What the task requires: Which lines in the data below contain the word "mouth"? Copy each of them.

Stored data
▬▬▬
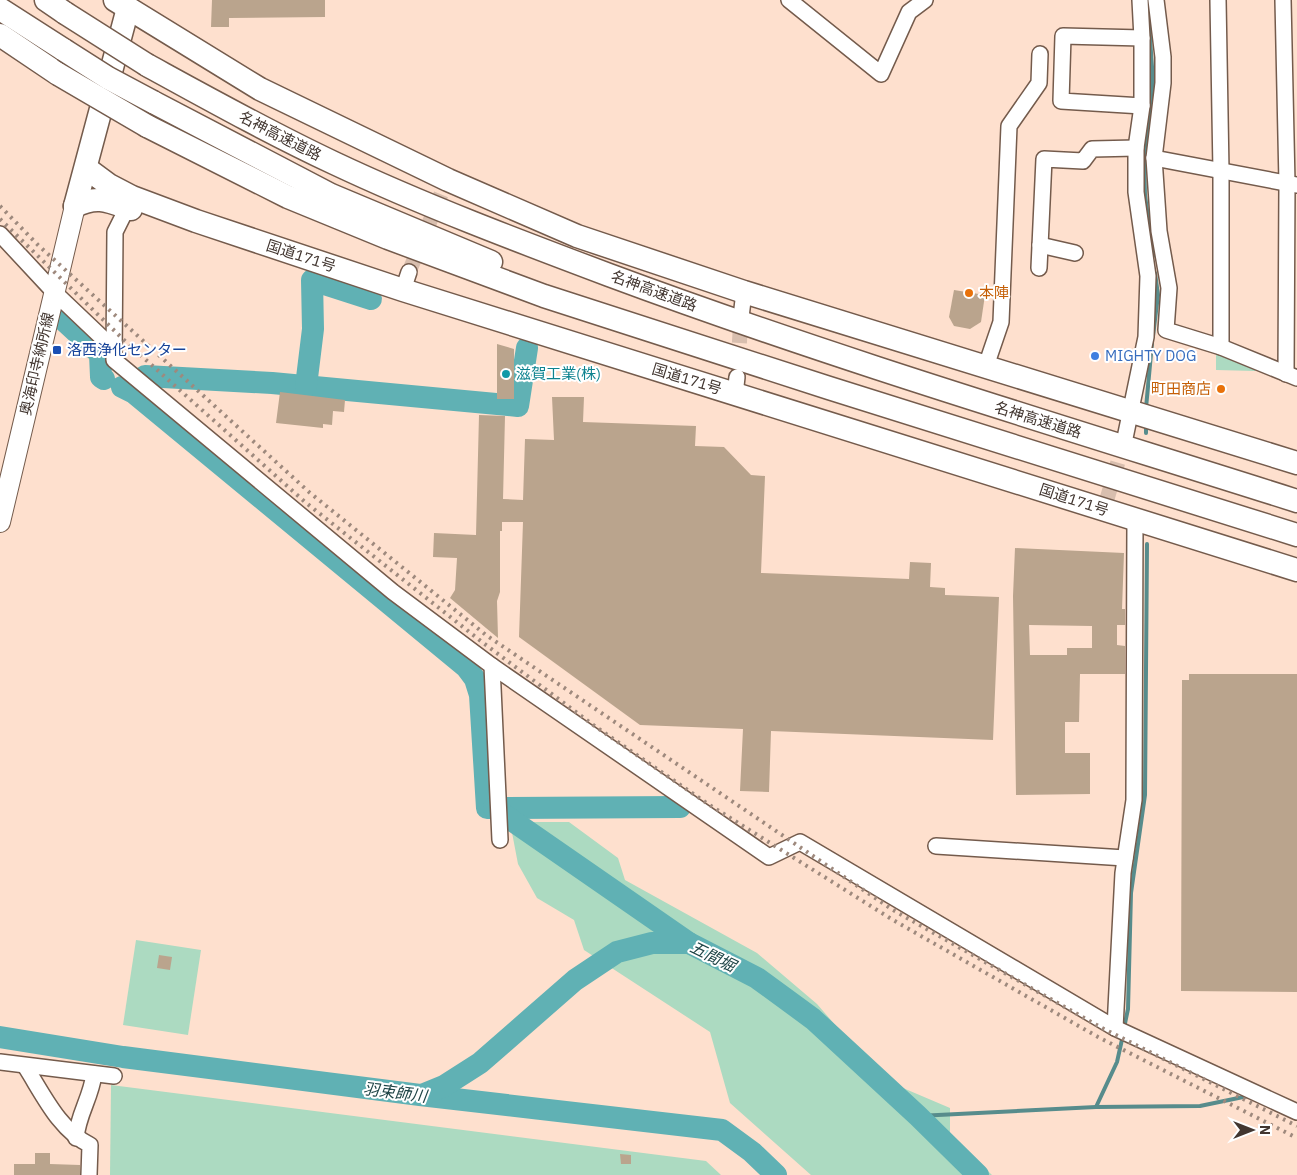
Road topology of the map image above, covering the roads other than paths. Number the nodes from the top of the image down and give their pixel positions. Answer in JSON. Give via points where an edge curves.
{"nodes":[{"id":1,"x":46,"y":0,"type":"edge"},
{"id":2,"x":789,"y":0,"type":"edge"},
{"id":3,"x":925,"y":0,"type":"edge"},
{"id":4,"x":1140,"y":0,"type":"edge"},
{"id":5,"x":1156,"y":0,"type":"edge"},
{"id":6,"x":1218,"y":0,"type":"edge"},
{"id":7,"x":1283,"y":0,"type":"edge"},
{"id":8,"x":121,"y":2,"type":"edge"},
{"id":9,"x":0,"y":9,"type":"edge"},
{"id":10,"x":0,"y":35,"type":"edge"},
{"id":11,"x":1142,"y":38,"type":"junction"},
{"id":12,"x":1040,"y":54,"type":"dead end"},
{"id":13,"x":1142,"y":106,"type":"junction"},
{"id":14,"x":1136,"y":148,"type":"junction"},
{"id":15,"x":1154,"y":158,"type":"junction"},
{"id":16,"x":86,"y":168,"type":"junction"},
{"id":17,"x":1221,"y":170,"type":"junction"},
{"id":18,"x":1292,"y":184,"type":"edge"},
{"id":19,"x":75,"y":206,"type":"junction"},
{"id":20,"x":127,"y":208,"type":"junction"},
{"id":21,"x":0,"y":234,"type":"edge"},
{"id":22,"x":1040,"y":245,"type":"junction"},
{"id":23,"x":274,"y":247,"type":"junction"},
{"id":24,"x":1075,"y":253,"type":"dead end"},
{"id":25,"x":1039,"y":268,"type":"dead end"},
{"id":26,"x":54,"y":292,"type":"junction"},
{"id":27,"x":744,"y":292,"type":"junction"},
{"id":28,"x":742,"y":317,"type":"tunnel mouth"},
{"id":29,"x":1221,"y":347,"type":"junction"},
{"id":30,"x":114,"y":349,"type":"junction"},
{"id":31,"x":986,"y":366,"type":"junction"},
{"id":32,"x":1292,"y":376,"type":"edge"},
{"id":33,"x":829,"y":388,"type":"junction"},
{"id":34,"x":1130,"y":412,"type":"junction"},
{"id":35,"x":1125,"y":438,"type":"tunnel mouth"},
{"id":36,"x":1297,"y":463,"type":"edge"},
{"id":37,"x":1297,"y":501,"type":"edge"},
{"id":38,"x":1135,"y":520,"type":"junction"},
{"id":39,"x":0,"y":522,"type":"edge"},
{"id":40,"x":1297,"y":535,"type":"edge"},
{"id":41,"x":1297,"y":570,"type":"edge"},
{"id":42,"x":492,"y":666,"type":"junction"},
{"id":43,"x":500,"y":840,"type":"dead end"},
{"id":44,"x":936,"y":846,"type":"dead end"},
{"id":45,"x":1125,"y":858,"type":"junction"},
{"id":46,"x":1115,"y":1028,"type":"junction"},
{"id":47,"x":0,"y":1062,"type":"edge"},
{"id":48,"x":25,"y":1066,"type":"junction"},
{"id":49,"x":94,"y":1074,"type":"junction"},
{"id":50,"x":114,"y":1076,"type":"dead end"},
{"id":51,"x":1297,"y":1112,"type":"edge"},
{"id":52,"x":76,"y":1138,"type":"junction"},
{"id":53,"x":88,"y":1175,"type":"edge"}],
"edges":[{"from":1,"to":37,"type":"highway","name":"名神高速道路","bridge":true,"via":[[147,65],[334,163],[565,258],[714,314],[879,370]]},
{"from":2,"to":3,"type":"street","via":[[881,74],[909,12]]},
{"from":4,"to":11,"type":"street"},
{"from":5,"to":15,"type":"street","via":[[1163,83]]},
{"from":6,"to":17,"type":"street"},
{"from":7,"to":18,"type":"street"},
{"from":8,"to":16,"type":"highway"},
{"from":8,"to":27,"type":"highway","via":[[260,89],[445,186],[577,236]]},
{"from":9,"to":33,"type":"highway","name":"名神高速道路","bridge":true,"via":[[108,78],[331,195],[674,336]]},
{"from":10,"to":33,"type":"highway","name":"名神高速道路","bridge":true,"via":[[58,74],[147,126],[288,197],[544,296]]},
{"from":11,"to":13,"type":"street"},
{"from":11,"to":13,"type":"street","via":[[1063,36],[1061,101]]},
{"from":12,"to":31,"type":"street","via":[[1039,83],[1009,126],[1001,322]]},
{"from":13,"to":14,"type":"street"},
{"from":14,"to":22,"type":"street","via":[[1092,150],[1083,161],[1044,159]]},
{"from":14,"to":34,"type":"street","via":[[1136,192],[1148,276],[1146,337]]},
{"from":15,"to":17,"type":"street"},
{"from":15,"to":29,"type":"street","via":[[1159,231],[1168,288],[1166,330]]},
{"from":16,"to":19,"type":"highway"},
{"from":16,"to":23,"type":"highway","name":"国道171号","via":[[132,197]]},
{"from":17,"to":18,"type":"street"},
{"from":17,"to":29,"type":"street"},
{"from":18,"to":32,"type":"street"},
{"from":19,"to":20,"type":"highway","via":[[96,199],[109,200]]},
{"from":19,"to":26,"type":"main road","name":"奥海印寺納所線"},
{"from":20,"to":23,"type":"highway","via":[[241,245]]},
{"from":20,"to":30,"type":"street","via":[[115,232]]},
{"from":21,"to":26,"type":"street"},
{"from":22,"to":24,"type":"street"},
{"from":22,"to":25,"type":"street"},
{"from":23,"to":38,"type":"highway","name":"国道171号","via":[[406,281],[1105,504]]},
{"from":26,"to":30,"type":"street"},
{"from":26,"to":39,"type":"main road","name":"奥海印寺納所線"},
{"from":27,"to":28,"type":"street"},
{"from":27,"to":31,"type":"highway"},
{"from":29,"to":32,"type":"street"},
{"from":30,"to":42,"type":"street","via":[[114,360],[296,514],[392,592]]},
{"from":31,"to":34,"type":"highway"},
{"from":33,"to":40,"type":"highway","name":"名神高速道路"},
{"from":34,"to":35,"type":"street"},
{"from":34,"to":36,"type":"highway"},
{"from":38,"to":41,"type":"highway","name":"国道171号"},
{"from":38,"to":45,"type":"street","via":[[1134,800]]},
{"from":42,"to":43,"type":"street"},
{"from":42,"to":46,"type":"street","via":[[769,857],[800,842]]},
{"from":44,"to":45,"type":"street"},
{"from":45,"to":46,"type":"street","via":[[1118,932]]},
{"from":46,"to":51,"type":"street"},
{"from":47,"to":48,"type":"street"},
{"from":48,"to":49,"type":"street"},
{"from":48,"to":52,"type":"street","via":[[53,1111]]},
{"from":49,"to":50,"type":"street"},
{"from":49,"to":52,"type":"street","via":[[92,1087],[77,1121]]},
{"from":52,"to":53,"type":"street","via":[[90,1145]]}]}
▬▬▬
Output for this task:
{"id":28,"x":742,"y":317,"type":"tunnel mouth"},
{"id":35,"x":1125,"y":438,"type":"tunnel mouth"},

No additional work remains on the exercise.